Recently, a 3 years old boy, named Fola in ‘short’, parked into our vicinity with his Mum. Fola is a loving and charming Yoruba boy. Any time, I sit around my apartment doing some menial jobs Fola would always come around to cheer me up and would expect some goodies from me for offering his friendly stay.
One day, I was about leaving for a function when Fola sighted me from a distance and started shouting…’my friend….my friend. Truthfully, Fola’s shouts endeared me and I tell you sincerely, those shouts bespoke of an innocent boy, unknown to the hatreds of this nation, sincere, obedient and humble, three of the cardinal virtues that Jesus figuratively spoke of in Matt: 19: 14 of those who shall inherit God’s kingdom.
Fola’s friendly remarks aside, another gesture that got me thinking was his Mum.
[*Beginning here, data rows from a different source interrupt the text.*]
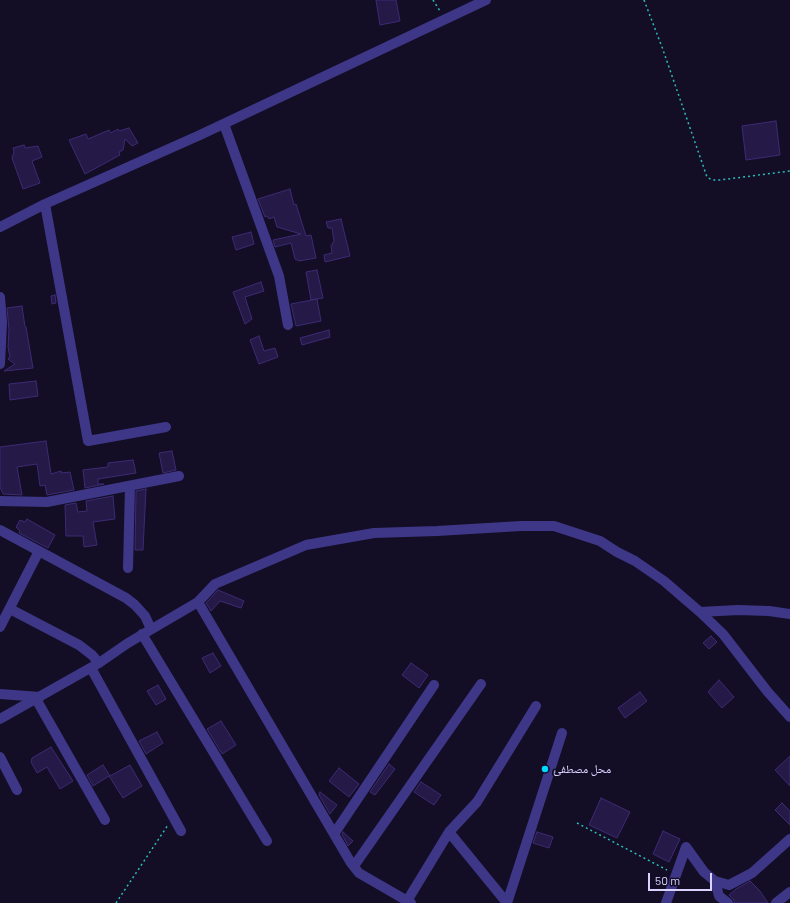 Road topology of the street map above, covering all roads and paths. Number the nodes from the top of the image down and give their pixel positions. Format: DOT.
graph roads {
  1 [pos="433,0"];
  2 [pos="486,0"];
  3 [pos="644,0"];
  4 [pos="446,19"];
  5 [pos="224,124"];
  6 [pos="790,171"];
  7 [pos="45,204"];
  8 [pos="0,227"];
  9 [pos="0,297"];
  10 [pos="288,325"];
  11 [pos="0,364"];
  12 [pos="166,427"];
  13 [pos="179,476"];
  14 [pos="130,486"];
  15 [pos="0,501"];
  16 [pos="0,530"];
  17 [pos="39,551"];
  18 [pos="128,568"];
  19 [pos="198,602"];
  20 [pos="10,608"];
  21 [pos="700,612"];
  22 [pos="790,614"];
  23 [pos="0,627"];
  24 [pos="146,632"];
  25 [pos="95,665"];
  26 [pos="481,684"];
  27 [pos="434,685"];
  28 [pos="0,694"];
  29 [pos="38,698"];
  30 [pos="536,706"];
  31 [pos="790,717"];
  32 [pos="0,719"];
  33 [pos="562,733"];
  34 [pos="0,757"];
  35 [pos="17,790"];
  36 [pos="173,817"];
  37 [pos="105,820"];
  38 [pos="577,823"];
  39 [pos="181,831"];
  40 [pos="449,832"];
  41 [pos="334,834"];
  42 [pos="790,839"];
  43 [pos="267,841"];
  44 [pos="354,866"];
  45 [pos="676,874"];
  46 [pos="715,881"];
  47 [pos="790,892"];
  48 [pos="409,902"];
  49 [pos="116,903"];
  50 [pos="507,903"];
  51 [pos="666,903"];
  52 [pos="728,903"];
  53 [pos="776,903"];
  1 -- 4 [label="path"];
  2 -- 4 [label="street"];
  3 -- 6 [label="path"];
  4 -- 5 [label="street"];
  5 -- 7 [label="street"];
  5 -- 10 [label="street"];
  7 -- 8 [label="street"];
  7 -- 12 [label="street"];
  9 -- 11 [label="street"];
  13 -- 14 [label="street"];
  14 -- 15 [label="street"];
  14 -- 18 [label="street"];
  16 -- 17 [label="street"];
  17 -- 20 [label="street"];
  17 -- 24 [label="street"];
  19 -- 21 [label="street"];
  19 -- 24 [label="street"];
  19 -- 41 [label="street"];
  20 -- 23 [label="street"];
  20 -- 25 [label="street"];
  21 -- 22 [label="street"];
  21 -- 31 [label="street"];
  24 -- 25 [label="street"];
  24 -- 43 [label="street"];
  25 -- 29 [label="street"];
  25 -- 36 [label="street"];
  26 -- 44 [label="street"];
  27 -- 41 [label="street"];
  28 -- 29 [label="street"];
  29 -- 32 [label="street"];
  29 -- 37 [label="street"];
  30 -- 40 [label="street"];
  33 -- 50 [label="street"];
  34 -- 35 [label="street"];
  36 -- 39 [label="street"];
  36 -- 49 [label="path"];
  38 -- 45 [label="path"];
  40 -- 48 [label="street"];
  40 -- 50 [label="street"];
  41 -- 44 [label="street"];
  42 -- 46 [label="street"];
  44 -- 48 [label="street"];
  45 -- 46 [label="street"];
  45 -- 51 [label="street"];
  46 -- 52 [label="street"];
  47 -- 53 [label="street"];
}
Fola was with his Mum when he made those genuine shouts. Mummy Fola, an Ijebu Yoruba woman in her late thirties, scolded Fola quietly immediately afterwards and I heard her clearly from where I stood. Either she thought I couldn’t hear her or her remarks were preposterous, I heard Mummy Fola said to Fola vividly; ‘Stop! Stop! He’s not your friend!”
Hmmm…, imagine Mummy Fola telling a 3years old boy that a friend and a neighbor, barely 2 months after they parked into our compound, was not his friend. ‘Hmmm….’, I shuddered again as I briskly walked away in feigned ignorance of the situation but for some minutes I thought what could make Mummy Fola to say that: Age? I didn’t think so; Respect? I didn’t think so; Humor? I didn’t think so because her voice was tense and spitefully hateful. ‘May be because I’m Igbo and she is Yoruba’, I reasoned at last. Or…wait …may be because my sponge-like beard was gradually developing like that of Osama Bin Laden and the woman does not like men who wore ‘Bin-Ladistic’ beards... (Chuckles)
Anyway, whatever the case I have come to draw some important lessons on harmful and inciting ethnic, tribal and religious sentiments that are really killing the progress and unity of this nation, Nigeria. If at age 3 Mummy Fola could instill this tribal sentiment in Fola of ‘who is a friend and who is not a friend’, ‘of who is an Infidel and who is not an Infidel’ because of ethnic and religious inclinations, what happens tomorrow if Fola becomes the President of a political and ethnic diverse nation like Nigeria, or what would Fola’s psychological outlook as a Nigerian be if after thirty years these parental influence and sentiments are still in borne, entrenched, uncontaminated, enshrined, endemic, enthroned and deeply sated in him.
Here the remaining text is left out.